The centrifugal gravity approach requires a massive structure - you need something like 200+ meter radius to keep rotation rates low enough that Coriolis effects don't make people nauseous (which would create a whole different toilet problem). Building a better space toilet is orders of magnitude cheaper and lighter than spinning up a habitat.

There are two issues:

- To build a centrifuge in space of sufficient size, you need to solve the problem of delivering a large amount of materials to orbit, because it has to be hundreds of meters in diameter at least.

- Such a centrifuge will create a gyroscopic effect, and the station will quickly become very difficult to control.

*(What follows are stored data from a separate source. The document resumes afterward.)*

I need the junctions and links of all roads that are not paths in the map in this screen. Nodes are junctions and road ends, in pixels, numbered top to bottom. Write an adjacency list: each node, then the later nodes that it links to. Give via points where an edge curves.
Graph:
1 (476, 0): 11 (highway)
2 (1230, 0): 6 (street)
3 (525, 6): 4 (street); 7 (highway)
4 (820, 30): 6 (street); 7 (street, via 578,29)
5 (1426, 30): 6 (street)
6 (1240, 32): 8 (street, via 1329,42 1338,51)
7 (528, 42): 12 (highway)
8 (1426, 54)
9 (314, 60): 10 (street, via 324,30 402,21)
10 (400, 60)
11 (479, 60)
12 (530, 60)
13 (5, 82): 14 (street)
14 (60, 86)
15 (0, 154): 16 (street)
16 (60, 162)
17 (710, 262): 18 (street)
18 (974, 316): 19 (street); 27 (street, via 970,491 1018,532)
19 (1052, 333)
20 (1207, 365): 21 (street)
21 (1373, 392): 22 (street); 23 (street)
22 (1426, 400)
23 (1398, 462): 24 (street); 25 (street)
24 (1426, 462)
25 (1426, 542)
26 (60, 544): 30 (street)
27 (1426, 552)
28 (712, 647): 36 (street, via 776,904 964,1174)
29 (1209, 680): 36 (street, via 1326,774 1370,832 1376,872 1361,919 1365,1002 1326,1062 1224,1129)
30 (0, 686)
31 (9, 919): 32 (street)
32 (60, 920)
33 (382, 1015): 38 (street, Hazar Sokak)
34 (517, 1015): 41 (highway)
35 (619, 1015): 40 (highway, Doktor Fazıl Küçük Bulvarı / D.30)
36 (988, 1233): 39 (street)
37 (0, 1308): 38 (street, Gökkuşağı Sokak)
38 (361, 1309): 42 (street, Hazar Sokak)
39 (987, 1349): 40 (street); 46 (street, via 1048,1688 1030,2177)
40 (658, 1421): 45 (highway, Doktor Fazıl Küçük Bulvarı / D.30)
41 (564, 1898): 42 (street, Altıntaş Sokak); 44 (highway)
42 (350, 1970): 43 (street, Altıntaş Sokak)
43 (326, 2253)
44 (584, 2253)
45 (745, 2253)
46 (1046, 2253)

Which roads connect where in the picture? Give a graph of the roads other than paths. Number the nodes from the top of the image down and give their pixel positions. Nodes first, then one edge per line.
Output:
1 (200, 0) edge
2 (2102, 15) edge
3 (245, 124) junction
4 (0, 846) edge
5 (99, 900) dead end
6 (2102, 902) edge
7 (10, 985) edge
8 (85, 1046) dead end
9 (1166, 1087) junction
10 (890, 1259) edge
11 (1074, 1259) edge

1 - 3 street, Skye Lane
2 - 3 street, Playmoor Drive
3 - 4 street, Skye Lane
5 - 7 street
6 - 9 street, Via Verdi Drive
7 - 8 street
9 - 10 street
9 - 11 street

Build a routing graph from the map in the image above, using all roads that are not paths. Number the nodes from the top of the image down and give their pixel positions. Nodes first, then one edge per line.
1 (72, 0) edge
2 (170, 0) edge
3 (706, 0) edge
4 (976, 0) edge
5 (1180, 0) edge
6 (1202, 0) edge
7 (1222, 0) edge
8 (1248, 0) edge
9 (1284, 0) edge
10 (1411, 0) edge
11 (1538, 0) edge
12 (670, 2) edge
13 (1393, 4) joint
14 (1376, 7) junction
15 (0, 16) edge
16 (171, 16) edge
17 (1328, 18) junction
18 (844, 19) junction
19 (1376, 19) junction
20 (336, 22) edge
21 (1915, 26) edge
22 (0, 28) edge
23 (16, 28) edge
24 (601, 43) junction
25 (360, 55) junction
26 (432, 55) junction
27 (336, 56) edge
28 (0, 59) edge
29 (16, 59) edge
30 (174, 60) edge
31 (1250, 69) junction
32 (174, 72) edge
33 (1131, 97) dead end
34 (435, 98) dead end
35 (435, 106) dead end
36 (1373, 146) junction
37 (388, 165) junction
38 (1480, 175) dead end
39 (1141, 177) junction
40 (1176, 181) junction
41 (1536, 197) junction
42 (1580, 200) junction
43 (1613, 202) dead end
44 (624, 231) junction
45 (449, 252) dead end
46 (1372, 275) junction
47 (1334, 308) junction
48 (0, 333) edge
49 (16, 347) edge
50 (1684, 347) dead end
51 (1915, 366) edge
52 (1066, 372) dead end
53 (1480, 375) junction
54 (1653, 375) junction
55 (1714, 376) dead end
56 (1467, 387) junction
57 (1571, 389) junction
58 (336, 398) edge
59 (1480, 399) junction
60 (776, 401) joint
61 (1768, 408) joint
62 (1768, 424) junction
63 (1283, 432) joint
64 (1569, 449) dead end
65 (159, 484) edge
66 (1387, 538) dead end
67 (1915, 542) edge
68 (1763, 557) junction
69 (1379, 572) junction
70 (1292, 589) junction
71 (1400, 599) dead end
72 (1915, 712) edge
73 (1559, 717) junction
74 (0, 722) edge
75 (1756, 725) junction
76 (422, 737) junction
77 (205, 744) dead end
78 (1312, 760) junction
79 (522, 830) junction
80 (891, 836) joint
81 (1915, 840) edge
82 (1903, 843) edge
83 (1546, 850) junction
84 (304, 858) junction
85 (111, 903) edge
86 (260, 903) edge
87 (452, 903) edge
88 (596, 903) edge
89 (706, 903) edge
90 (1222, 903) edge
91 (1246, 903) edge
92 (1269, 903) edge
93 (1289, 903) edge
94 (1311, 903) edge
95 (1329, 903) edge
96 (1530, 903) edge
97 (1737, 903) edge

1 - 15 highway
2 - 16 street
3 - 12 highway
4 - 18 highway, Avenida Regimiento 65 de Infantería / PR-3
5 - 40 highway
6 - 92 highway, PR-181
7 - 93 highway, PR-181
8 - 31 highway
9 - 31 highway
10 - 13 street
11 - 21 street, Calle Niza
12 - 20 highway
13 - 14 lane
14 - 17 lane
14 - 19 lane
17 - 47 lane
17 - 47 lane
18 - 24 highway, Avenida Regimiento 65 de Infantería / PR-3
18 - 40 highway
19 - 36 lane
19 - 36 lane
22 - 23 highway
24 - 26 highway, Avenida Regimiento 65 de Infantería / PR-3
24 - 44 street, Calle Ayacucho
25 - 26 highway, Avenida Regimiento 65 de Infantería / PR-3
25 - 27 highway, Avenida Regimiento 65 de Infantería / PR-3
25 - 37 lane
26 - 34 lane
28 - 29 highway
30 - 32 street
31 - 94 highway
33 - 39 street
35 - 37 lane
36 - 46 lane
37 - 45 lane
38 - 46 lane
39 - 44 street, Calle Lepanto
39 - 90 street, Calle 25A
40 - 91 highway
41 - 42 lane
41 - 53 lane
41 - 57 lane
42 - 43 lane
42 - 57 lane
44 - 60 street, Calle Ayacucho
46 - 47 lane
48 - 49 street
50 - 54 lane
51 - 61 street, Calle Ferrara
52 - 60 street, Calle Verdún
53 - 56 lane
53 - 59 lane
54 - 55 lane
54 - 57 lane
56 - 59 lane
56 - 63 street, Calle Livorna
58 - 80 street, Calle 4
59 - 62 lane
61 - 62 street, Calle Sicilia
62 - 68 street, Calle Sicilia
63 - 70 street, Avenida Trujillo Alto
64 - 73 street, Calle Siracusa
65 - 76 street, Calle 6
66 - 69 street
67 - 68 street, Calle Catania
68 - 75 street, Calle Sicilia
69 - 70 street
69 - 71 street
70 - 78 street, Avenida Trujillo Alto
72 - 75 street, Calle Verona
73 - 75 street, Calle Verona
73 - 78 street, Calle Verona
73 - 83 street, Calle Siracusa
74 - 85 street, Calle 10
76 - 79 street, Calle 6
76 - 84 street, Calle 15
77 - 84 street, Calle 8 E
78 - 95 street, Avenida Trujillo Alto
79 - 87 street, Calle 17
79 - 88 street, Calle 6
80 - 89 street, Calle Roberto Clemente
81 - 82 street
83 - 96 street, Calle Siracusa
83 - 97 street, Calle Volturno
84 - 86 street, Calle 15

If people are going to live in space for any period of time then they are going to need gravity so long term, yes.

Ah a fellow Hail Mary fan :)

This does sound absurd at first, but how much gravity is really needed for collection? Is there any value in just a few hundredths of earth gravity?

Even with centrifugal "gravity" the toilets need to be designed for the worst case scenario (no "gravity"). Even if you could use a "regular" toilet the system needs to sequester and process the septic waste. That precludes even using the likes of an airplane toilet.

It's a significant amount of engineering effort, testing, feedback, and iteration to build effective life support systems for manned spaceflight. Long duration spaceflight is orders of magnitude more difficult.

Toilets are systems that can incapacitate or even kill the crew if they malfunction. In a low or microgravity environment aerosolized septic material can get in astronauts' eyes or lungs. It can also seep into electronics or other ship systems causing malfunctions. Even just clean water spraying into the cabin could be dangerous in microgravity.

You wouldn’t want to use a regular toilet even if you could, given how tight water margins are. Urine you can reclaim, feces not so much.